# modern classical composers that sound very retro (medieval) ?



## deprofundis (Apr 25, 2014)

I would like to mention Carmina burana has prime exemple, written by Orff but inspired by medieval tale, we had our proof of this whit carmina burana the medieval version on naxos .

But what about other classical composers of the modern era 20th century, that instead of looking into the future of things to come, dig into the past for primal influences.

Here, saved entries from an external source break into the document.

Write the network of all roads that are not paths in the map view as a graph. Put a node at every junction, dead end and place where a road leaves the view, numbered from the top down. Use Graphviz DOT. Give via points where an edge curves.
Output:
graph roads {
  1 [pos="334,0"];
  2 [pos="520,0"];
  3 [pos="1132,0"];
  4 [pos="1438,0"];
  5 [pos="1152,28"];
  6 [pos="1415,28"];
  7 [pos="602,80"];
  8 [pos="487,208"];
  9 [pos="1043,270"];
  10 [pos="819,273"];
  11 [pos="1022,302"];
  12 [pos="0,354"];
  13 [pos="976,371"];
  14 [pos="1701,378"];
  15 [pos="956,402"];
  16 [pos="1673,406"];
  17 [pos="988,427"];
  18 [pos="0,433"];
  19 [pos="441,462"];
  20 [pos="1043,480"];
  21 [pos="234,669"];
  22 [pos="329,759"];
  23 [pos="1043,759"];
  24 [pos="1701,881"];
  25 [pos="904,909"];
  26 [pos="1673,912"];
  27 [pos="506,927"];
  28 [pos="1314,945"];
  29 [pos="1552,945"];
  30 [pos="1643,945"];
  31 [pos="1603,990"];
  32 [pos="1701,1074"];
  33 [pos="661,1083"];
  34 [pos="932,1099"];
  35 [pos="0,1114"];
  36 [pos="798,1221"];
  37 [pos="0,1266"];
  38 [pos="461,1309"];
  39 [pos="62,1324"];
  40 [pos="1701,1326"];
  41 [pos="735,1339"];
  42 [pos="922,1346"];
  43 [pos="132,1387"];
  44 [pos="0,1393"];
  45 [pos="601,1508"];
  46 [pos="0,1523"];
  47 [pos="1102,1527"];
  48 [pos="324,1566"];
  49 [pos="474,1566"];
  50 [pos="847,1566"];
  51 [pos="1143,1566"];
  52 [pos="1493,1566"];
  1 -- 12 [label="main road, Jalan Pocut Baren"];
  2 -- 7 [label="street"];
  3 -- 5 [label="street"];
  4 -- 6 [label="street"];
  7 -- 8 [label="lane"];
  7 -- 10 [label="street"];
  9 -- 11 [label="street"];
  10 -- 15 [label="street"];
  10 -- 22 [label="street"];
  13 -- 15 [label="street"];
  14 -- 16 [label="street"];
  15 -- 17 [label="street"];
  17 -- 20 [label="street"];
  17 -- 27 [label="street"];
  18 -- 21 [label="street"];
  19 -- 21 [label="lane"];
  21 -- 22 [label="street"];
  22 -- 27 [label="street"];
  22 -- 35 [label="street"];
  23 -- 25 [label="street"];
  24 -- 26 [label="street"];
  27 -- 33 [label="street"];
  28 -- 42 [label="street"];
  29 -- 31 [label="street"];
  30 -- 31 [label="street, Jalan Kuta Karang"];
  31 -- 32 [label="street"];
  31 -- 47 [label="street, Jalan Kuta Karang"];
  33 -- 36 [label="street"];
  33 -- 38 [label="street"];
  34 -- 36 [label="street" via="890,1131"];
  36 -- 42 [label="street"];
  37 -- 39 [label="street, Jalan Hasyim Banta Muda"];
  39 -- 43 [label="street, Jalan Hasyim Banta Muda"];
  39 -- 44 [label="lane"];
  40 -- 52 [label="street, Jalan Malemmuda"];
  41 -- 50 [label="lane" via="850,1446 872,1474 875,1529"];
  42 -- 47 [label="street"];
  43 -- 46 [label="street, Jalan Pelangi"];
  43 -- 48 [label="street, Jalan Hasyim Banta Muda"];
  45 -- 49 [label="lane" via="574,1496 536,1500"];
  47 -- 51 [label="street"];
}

Can someone please name fameous classical composers inspired by medieval or early renaissance music active and alive today.


:tiphat:


----------



## Weston (Jul 11, 2008)

Arvo Pärt writes music inspired by Gregorian chant. His Symphony No. 3 is fabulous!


----------



## isorhythm (Jan 2, 2015)

Steve Reich's _Proverb_ is an homage to Perotin. The male voices deliberately recall Paris organum.


----------



## SalieriIsInnocent (Feb 28, 2008)

Before I knew who Arvo Pärt was, I had this Vivaldi album that had his Passacaglia as a filler track, and I thought it sounded very retro.


----------



## Cosmos (Jun 28, 2013)

This composer, Christopher Avery, wrote this neo-classical symphonic movement [here played with a midi orchestra tho]






And this is Avery's comments on the work:

I want to thank Stephen for inviting me to collaborate with him on this video, and I thank everyone for their comments. I wrote this piece in 1999, having originally scored it for string quartet. The audio recording that accompanies the animation was made this fall after I discovered the "NotePerformer" sound library for Sibelius and decided to arrange the movement for larger forces. While the sounds here cannot quite rival those of a real orchestra, I found the capabilities of the program inspiring enough to undertake the present arrangement. As for the piece itself, there is no strict attempt to emulate any single composer, though the debt to Mozart is evident throughout and many of the gestures are traceable to the First Viennese School. The fanfare in the brass at 7:46-7:54 makes climactic use of two of the movement's principal motives while tipping its cap to Brahms. I hope Johannes will forgive the indulgence as he himself was a great admirer of Mozart and a champion of the "dialogue" that came before him.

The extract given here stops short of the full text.